— Your instructions —
Nothing but the lines from the one with "pinky pip: (743, 250)" through the end of the records below should be written out, and each must match word for word.

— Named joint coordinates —
⟨
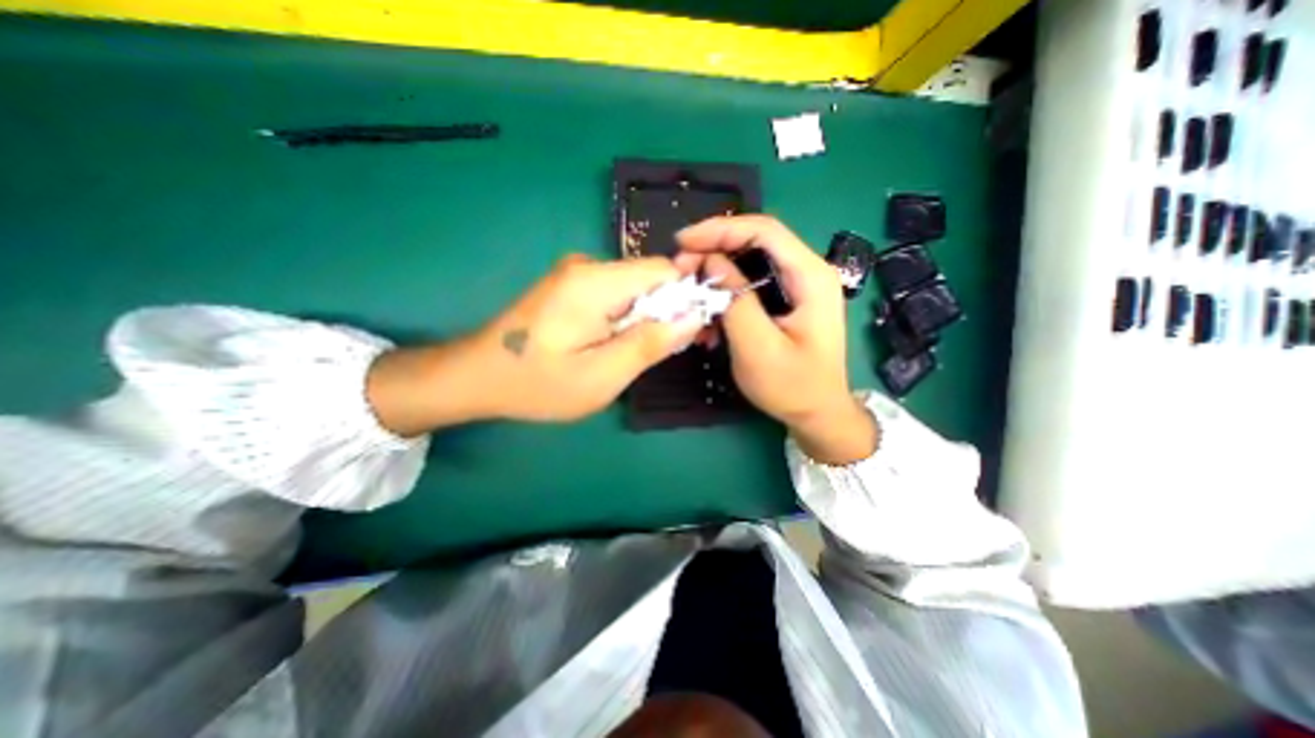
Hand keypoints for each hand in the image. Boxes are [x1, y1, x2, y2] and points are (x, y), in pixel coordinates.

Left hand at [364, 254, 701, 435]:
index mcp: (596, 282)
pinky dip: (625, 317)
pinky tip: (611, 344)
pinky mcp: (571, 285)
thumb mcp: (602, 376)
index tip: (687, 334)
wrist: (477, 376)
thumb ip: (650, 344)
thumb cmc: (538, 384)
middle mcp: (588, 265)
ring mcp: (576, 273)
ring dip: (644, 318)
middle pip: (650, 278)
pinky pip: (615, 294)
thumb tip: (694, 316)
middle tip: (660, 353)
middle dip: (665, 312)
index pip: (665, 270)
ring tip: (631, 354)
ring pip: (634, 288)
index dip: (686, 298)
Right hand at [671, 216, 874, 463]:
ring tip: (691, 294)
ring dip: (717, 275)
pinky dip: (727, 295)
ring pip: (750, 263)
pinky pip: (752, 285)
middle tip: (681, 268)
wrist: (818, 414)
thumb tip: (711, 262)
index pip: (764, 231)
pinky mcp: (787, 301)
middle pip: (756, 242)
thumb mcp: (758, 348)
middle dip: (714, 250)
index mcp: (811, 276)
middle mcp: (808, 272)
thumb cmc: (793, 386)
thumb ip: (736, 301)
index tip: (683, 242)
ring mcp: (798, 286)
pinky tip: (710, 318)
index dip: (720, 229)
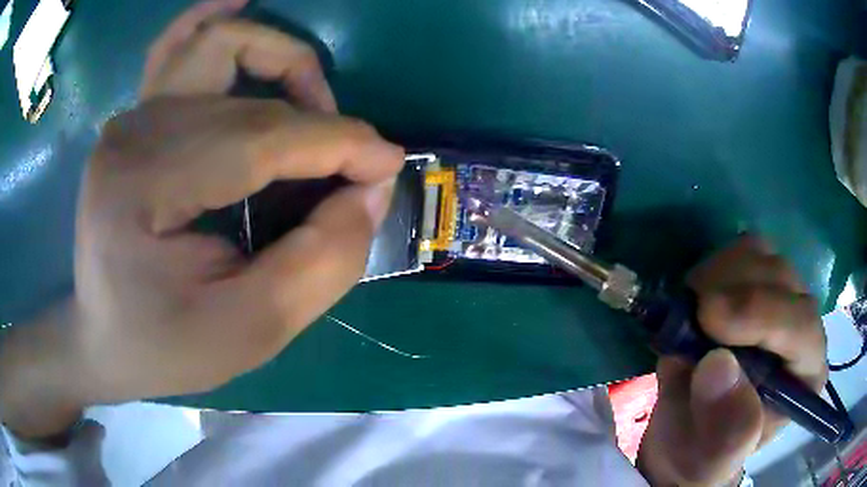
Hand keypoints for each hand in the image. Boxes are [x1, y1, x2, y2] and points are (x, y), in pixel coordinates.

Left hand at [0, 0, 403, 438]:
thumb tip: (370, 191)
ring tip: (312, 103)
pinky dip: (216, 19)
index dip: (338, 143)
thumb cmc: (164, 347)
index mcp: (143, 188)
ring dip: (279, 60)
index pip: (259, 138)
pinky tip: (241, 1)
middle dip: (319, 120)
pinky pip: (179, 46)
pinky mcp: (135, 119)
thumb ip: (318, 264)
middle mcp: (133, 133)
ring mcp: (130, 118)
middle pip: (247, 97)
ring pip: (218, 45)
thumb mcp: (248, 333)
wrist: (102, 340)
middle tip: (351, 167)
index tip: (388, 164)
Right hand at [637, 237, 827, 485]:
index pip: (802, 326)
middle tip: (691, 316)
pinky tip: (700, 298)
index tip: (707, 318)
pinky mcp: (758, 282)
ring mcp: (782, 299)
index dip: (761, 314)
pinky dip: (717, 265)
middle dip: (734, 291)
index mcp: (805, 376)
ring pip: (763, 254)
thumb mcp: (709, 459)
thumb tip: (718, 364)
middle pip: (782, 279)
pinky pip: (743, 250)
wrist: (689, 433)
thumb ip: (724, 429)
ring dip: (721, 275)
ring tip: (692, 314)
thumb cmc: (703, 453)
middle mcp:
⟩
— Answer to this task —
pinky pip: (743, 250)
wrist: (689, 433)
thumb ip: (724, 429)
ring dip: (721, 275)
ring tip: (692, 314)
thumb cmc: (703, 453)
middle mcp:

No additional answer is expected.